Exercise objective
Go through the data below and copy each line where the word "nodes" occurs.

____ Provided entries

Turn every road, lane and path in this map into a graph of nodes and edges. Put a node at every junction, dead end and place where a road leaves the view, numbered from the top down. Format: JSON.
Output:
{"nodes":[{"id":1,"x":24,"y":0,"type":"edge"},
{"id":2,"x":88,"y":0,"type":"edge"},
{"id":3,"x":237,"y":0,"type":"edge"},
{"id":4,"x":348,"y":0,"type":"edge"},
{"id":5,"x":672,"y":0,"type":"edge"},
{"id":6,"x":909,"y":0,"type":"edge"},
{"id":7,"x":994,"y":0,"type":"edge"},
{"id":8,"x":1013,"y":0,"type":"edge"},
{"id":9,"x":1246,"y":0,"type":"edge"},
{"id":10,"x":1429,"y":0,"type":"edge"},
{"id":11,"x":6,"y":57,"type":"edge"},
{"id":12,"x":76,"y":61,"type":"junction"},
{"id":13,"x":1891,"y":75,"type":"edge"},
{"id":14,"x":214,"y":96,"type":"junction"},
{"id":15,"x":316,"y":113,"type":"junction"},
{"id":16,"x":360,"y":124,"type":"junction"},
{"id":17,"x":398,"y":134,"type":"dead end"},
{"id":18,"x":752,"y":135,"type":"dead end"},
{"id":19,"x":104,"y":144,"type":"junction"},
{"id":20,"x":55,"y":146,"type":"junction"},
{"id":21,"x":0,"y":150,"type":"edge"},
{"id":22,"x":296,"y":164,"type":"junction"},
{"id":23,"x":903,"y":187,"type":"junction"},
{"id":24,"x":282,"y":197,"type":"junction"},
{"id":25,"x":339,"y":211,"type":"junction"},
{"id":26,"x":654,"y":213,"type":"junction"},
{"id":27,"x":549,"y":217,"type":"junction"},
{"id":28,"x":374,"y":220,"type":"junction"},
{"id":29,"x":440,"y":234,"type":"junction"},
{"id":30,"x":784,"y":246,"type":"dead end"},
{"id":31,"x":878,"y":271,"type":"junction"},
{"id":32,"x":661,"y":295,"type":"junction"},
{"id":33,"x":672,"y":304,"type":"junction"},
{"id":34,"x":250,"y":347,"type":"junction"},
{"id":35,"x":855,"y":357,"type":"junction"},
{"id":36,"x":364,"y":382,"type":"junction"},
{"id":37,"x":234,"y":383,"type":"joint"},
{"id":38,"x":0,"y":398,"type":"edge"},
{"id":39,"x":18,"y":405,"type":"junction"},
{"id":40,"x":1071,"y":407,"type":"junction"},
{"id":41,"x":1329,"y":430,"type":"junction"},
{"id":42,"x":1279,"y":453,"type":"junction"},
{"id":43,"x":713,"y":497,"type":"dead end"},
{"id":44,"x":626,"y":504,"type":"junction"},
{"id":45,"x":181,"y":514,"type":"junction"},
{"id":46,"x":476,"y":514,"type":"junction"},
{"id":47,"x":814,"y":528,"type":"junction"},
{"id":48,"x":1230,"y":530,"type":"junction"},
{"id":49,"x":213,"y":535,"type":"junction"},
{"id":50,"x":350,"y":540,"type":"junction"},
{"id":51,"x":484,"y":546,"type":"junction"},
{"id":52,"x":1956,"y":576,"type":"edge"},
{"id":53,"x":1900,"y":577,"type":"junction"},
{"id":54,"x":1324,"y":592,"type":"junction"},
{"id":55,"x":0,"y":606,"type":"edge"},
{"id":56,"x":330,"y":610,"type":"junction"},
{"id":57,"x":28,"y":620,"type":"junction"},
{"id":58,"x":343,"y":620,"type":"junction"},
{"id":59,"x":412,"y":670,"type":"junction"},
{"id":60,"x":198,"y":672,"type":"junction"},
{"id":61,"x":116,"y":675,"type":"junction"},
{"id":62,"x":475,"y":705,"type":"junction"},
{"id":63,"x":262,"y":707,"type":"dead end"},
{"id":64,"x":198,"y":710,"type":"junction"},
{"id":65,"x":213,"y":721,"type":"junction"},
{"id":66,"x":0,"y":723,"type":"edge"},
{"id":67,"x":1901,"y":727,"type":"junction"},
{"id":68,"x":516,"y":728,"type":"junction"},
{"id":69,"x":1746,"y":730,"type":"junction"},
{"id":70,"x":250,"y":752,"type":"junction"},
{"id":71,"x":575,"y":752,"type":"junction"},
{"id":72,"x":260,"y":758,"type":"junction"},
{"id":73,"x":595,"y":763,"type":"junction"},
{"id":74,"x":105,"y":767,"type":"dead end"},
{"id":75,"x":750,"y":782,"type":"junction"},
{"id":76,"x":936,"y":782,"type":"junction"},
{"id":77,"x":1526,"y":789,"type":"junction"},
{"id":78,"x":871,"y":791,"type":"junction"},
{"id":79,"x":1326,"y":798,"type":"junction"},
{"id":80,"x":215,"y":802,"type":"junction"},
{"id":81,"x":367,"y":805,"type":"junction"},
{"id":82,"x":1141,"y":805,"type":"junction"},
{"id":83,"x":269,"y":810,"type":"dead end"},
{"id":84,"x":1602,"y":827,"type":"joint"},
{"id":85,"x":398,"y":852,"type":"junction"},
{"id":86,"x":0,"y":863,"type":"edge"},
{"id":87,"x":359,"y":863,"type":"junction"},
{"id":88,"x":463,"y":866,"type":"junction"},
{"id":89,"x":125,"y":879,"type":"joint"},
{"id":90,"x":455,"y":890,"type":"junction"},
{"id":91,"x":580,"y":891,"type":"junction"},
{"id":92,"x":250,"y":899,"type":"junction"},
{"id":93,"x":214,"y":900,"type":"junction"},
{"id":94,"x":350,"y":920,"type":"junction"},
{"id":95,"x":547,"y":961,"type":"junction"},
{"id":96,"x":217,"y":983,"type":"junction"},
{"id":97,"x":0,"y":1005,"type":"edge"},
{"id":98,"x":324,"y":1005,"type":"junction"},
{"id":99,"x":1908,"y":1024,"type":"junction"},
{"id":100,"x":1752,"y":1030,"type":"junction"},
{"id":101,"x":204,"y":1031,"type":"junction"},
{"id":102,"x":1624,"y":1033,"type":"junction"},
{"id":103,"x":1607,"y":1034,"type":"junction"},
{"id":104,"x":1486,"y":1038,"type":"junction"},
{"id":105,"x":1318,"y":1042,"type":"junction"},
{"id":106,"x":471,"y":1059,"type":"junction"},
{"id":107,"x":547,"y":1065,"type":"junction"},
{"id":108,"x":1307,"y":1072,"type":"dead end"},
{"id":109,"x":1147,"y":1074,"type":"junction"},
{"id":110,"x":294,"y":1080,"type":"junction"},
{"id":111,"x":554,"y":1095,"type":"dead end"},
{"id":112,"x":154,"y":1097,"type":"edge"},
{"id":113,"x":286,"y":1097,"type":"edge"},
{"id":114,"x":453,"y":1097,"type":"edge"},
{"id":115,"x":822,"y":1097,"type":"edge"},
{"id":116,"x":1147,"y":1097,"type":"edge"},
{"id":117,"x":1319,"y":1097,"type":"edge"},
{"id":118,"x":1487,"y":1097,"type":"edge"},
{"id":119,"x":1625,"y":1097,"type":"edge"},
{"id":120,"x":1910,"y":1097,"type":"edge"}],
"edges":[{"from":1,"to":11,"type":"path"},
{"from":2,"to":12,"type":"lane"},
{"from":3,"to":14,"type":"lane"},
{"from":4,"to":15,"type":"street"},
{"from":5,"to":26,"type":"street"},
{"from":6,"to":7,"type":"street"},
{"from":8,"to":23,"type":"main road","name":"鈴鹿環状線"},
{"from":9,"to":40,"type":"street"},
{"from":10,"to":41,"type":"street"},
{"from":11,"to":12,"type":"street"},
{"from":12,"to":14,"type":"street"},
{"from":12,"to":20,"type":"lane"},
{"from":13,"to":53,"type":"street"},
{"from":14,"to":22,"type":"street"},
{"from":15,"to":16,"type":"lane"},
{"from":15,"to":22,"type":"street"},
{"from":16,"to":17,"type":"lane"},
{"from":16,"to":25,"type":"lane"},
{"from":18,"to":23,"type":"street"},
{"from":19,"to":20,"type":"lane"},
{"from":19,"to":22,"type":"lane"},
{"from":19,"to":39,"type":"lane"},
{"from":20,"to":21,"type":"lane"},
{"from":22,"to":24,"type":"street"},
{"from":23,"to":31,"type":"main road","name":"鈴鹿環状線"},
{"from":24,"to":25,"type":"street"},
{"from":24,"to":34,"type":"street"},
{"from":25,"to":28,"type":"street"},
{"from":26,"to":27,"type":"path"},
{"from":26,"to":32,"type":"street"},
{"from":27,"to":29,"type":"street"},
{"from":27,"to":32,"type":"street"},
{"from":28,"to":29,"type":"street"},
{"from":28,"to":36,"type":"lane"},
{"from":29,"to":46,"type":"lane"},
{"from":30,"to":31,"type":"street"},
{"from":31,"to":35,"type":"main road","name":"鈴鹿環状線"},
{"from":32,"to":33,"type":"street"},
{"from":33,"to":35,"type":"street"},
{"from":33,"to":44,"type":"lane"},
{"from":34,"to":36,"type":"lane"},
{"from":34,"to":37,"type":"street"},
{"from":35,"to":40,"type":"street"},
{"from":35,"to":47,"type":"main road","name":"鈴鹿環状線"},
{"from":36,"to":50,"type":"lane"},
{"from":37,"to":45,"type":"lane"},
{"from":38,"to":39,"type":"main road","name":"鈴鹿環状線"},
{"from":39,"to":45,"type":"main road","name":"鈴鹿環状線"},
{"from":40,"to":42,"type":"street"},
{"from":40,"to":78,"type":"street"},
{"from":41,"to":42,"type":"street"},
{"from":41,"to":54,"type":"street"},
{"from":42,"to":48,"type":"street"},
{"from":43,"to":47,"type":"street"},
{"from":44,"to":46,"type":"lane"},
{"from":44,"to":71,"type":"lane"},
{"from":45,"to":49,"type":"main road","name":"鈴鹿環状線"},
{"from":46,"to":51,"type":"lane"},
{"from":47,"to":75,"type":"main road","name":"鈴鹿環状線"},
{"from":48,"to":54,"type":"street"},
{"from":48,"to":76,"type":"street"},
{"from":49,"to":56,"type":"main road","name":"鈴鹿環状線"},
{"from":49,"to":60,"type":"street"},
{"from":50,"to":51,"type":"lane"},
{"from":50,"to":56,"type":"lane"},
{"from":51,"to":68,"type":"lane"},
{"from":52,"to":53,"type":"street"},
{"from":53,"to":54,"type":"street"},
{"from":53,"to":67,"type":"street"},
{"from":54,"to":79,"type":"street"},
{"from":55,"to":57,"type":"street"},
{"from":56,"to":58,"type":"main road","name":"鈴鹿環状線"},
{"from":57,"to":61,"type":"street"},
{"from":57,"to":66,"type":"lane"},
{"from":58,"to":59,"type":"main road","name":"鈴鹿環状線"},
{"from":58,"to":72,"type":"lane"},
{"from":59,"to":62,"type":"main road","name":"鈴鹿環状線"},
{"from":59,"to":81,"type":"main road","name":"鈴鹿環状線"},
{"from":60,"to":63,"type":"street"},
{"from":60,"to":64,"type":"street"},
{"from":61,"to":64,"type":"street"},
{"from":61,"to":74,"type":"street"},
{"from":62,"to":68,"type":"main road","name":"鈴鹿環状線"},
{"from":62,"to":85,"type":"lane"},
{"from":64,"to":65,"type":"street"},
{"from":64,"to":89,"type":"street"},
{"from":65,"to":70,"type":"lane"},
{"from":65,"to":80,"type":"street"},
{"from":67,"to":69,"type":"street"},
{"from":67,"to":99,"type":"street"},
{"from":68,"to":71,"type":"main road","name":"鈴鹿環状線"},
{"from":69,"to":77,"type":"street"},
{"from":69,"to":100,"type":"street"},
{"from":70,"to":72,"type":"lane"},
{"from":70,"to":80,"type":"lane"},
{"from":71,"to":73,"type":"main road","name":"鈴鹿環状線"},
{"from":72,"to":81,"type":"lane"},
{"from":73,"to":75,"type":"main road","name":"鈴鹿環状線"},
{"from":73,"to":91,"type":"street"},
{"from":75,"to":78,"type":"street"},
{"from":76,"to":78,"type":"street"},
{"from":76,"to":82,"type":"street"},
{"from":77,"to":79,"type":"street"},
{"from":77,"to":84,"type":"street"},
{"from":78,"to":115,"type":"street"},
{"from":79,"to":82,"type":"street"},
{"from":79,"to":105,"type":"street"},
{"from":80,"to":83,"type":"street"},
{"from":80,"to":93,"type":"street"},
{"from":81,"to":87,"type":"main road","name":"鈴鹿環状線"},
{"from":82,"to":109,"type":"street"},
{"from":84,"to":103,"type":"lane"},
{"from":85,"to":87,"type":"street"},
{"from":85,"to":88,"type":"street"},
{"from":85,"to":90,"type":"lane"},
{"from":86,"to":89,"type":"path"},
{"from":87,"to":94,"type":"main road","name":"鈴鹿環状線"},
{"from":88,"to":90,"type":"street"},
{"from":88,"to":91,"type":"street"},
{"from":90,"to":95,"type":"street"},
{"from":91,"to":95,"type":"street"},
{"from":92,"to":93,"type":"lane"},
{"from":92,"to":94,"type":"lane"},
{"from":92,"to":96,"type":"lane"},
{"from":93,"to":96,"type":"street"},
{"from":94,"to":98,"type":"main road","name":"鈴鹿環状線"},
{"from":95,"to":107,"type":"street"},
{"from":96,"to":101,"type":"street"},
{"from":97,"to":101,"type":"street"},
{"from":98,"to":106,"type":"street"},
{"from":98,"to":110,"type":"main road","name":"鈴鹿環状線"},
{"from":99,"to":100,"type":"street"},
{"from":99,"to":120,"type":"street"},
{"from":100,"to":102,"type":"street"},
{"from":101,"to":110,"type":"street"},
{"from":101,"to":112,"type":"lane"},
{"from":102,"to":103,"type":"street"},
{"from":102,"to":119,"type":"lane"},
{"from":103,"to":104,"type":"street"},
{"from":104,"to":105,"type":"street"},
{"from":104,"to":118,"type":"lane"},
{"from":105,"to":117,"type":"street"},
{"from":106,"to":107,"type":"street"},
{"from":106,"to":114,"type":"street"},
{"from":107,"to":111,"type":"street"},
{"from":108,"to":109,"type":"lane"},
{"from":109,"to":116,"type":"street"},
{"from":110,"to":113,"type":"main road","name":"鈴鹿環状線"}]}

________

Completed task
Turn every road, lane and path in this map into a graph of nodes and edges. Put a node at every junction, dead end and place where a road leaves the view, numbered from the top down. Format: JSON.
{"nodes":[{"id":1,"x":24,"y":0,"type":"edge"},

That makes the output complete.